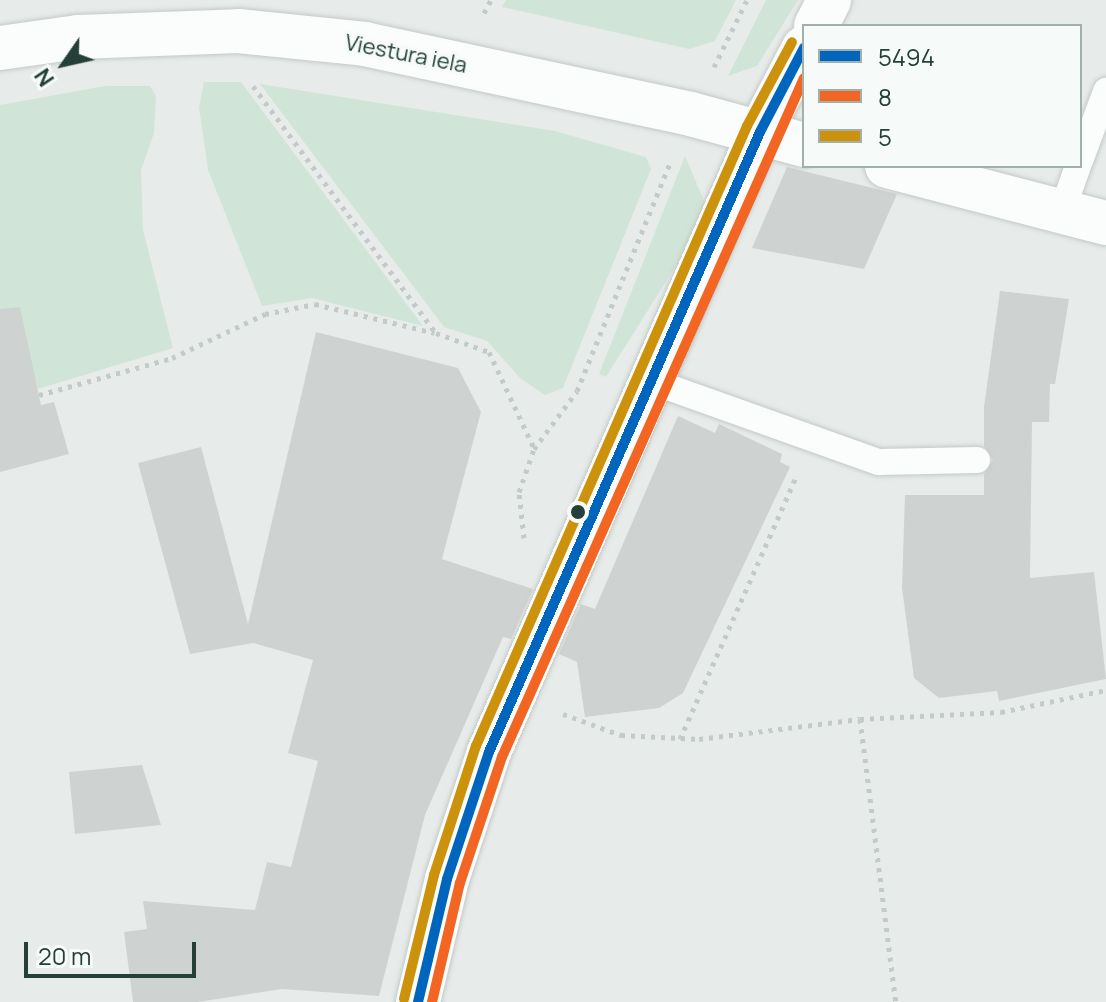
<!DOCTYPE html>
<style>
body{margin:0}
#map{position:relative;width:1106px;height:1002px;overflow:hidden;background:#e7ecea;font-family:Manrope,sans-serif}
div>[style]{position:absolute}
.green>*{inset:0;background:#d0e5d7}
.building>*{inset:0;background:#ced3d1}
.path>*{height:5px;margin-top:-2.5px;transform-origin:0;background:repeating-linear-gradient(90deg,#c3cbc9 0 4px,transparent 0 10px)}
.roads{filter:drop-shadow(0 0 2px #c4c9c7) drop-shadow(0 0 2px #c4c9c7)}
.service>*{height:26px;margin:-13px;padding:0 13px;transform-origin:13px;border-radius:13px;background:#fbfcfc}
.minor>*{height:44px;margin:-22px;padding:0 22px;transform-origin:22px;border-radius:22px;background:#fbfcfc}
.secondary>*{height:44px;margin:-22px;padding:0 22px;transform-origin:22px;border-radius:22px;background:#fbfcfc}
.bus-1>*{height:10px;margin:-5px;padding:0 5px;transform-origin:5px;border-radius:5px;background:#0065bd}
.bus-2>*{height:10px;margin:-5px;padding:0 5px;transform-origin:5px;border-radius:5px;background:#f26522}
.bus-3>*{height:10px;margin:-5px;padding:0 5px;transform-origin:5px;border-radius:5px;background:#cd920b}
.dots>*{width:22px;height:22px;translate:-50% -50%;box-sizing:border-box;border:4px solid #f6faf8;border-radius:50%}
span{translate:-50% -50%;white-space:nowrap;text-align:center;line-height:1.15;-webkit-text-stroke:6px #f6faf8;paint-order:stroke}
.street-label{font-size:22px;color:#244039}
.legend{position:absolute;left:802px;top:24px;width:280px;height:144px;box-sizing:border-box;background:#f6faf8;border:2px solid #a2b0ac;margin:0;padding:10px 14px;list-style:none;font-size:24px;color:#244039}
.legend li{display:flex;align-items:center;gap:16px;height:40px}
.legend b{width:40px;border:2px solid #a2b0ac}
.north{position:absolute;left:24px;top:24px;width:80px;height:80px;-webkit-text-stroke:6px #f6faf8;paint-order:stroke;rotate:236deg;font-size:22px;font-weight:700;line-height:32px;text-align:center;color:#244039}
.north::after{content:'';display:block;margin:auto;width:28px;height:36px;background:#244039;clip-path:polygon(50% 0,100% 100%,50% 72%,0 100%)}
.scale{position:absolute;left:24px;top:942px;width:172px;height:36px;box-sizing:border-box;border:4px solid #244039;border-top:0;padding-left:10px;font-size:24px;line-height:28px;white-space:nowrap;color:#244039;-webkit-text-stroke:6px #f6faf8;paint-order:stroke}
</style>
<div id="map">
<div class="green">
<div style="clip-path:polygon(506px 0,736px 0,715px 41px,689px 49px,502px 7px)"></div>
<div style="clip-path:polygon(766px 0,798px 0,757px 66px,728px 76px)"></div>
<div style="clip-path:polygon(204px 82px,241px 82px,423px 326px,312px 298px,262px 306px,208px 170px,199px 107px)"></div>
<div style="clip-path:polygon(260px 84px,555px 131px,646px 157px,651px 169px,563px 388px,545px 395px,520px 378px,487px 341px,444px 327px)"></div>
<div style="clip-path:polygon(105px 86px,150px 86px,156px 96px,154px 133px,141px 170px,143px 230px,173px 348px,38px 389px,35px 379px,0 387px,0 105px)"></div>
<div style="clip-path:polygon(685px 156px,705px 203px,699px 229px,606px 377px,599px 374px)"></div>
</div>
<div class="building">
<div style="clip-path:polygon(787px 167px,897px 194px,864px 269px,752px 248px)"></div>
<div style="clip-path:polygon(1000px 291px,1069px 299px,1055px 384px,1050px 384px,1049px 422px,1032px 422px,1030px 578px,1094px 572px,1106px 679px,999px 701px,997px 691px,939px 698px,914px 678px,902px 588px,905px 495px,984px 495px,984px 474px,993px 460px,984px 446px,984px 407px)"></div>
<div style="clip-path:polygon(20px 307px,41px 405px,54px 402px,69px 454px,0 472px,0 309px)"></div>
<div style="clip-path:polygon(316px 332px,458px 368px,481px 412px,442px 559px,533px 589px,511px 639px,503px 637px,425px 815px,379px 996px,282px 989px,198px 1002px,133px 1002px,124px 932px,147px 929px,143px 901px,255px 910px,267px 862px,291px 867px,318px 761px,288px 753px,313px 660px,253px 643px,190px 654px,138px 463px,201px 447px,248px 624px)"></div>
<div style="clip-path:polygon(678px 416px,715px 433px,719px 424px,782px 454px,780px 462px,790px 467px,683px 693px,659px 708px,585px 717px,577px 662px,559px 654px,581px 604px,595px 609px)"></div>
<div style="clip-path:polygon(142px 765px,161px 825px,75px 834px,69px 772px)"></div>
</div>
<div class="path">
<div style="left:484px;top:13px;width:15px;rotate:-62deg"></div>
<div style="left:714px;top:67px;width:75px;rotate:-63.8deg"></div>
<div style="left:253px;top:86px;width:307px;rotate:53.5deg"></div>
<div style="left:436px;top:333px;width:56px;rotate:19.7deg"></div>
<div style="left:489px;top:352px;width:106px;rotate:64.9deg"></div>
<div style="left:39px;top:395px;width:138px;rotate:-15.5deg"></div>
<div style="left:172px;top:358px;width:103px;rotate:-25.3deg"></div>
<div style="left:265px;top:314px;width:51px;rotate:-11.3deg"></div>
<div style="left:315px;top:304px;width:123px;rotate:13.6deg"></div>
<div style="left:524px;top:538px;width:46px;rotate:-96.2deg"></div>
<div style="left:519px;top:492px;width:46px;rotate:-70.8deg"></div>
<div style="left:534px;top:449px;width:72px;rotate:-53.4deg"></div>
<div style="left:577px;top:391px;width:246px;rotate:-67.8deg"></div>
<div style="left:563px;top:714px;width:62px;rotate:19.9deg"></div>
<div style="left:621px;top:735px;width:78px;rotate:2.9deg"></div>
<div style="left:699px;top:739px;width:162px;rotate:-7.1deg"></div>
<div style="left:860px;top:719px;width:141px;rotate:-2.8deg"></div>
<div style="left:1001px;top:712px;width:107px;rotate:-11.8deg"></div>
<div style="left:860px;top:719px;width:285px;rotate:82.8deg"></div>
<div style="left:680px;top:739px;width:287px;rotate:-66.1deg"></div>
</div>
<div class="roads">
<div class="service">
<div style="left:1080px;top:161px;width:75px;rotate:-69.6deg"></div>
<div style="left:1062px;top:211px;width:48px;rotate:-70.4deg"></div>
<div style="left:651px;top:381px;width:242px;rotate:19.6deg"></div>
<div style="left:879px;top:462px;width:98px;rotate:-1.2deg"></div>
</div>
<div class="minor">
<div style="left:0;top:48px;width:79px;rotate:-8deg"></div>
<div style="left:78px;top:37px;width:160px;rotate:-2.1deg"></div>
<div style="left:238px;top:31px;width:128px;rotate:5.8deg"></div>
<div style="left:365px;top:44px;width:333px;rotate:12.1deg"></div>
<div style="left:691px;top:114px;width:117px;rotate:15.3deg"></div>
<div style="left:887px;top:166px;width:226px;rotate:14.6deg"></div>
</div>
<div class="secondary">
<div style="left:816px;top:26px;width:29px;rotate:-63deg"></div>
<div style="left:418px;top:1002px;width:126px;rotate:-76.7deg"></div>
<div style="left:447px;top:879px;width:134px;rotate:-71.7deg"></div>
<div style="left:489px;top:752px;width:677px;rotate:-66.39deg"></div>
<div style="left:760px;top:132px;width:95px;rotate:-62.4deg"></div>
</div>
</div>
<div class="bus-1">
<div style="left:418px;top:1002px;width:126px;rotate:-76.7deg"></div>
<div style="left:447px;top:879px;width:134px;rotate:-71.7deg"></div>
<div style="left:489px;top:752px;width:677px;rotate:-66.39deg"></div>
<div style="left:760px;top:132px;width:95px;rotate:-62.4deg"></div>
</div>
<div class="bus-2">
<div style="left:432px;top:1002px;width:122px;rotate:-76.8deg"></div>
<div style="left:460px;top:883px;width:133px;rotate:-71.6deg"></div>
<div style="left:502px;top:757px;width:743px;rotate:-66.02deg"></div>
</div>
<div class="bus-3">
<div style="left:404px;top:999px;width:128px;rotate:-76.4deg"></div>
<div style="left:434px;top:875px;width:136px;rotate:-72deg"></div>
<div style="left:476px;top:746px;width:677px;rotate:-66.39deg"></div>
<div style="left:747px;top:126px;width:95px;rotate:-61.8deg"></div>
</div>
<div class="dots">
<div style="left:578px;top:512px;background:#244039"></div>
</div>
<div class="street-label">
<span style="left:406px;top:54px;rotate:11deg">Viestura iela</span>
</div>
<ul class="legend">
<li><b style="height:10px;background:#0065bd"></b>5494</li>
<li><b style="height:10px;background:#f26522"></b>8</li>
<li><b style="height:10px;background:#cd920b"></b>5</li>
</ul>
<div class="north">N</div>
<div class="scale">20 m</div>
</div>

:::

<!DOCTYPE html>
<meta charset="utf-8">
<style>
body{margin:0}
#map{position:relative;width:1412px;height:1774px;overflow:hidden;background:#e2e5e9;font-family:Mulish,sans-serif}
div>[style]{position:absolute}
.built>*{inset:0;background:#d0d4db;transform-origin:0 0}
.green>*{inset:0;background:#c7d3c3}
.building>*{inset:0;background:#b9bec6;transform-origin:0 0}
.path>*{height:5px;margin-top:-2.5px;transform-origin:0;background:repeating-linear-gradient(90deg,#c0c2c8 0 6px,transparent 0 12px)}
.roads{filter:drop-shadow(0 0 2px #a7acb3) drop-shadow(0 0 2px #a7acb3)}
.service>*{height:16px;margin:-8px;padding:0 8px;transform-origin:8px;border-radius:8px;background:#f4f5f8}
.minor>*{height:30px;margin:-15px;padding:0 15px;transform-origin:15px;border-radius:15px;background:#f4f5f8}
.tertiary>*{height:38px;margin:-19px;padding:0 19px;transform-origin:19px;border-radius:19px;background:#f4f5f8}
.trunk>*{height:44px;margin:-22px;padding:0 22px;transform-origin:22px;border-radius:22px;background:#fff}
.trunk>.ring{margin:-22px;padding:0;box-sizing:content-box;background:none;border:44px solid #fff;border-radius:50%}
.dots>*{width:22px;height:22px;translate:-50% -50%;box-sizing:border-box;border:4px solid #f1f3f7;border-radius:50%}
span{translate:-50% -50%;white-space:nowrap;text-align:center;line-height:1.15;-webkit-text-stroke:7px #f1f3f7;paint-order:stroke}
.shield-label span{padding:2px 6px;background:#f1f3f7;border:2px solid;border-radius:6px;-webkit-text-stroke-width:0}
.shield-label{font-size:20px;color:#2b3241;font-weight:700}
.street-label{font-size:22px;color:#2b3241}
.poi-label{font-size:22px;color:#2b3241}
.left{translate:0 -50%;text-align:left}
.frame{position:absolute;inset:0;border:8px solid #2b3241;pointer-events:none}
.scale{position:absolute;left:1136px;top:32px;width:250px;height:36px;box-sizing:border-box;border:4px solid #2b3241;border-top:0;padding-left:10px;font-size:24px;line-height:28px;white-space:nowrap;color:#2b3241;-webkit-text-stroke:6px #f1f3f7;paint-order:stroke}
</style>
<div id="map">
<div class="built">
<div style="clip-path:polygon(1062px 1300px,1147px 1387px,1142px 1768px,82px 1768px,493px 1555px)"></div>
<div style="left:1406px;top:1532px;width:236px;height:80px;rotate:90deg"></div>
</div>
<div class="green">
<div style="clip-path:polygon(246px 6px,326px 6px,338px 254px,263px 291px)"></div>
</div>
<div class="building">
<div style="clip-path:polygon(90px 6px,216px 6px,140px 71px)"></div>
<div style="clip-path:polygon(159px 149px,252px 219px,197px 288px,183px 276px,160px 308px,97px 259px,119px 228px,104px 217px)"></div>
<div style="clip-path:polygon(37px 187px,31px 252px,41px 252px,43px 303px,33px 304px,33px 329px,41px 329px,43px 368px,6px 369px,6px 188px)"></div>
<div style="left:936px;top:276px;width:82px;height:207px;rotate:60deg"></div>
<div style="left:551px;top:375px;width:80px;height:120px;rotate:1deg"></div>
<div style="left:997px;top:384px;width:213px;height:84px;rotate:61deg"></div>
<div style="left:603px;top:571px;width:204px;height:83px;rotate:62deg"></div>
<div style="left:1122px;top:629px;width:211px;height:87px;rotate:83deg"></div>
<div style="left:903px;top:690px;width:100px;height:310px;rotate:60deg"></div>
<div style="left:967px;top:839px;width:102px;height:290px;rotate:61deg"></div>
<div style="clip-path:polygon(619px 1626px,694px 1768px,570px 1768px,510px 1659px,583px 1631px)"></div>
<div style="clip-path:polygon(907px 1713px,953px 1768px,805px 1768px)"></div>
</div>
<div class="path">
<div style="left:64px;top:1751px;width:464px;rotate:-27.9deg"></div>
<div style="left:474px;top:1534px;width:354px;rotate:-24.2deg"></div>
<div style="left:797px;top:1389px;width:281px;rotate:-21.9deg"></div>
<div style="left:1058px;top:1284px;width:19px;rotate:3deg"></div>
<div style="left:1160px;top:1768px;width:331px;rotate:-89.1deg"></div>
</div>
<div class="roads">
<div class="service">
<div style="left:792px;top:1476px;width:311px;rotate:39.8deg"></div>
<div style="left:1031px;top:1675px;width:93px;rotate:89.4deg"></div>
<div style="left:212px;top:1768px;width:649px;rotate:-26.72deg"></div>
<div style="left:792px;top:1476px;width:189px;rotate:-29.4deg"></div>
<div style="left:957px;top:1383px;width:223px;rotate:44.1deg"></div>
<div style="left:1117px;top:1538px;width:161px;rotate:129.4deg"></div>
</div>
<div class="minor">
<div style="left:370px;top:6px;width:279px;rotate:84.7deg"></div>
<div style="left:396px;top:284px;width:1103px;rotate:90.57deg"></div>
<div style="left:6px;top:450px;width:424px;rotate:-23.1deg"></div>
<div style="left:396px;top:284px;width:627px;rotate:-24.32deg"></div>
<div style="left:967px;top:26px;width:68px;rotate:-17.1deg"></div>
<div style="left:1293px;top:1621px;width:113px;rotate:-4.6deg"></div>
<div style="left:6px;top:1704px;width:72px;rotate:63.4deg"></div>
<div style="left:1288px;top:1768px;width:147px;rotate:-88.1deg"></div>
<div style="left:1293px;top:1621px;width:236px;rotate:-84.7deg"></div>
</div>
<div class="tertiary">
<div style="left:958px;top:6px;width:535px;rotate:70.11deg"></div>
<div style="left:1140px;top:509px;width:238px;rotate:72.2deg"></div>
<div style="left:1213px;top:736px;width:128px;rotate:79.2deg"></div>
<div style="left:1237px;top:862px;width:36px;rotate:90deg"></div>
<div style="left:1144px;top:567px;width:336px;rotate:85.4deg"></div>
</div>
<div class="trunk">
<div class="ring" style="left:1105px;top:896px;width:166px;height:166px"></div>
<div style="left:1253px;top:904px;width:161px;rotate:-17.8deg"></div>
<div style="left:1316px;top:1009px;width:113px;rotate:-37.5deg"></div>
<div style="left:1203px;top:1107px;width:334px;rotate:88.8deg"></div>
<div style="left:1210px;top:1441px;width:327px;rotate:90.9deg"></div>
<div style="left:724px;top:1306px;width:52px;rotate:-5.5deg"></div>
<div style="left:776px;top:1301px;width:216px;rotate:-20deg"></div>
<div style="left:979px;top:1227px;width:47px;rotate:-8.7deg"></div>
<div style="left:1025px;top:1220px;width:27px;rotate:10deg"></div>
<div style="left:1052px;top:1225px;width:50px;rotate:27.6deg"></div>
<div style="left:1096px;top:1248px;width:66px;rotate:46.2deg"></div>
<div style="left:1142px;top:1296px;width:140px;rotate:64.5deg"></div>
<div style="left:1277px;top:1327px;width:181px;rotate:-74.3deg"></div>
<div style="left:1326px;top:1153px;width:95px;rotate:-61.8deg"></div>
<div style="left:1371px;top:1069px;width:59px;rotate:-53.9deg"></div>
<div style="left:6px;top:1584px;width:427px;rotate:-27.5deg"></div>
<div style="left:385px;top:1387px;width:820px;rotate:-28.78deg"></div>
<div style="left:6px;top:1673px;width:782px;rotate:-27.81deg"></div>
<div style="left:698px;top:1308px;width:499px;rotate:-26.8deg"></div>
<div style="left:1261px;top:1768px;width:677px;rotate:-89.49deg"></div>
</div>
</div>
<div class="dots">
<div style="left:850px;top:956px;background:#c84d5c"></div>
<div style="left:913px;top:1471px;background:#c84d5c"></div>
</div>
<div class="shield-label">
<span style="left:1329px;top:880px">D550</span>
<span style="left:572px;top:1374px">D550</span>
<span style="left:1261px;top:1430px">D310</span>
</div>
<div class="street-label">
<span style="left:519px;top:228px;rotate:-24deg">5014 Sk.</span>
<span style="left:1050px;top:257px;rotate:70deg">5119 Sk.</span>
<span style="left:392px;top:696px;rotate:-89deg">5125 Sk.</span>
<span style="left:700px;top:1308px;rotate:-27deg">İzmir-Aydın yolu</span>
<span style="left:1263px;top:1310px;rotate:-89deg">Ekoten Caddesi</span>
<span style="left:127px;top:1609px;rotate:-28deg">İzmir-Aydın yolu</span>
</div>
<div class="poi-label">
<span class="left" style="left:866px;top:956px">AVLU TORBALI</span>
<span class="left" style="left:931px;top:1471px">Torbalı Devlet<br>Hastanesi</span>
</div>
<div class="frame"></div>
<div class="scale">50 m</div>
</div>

:::

For the string "relative", show each line of the entries above where it occurs.

→ Exercise answer
#map{position:relative;width:1106px;height:1002px;overflow:hidden;background:#e7ecea;font-family:Manrope,sans-serif}
#map{position:relative;width:1412px;height:1774px;overflow:hidden;background:#e2e5e9;font-family:Mulish,sans-serif}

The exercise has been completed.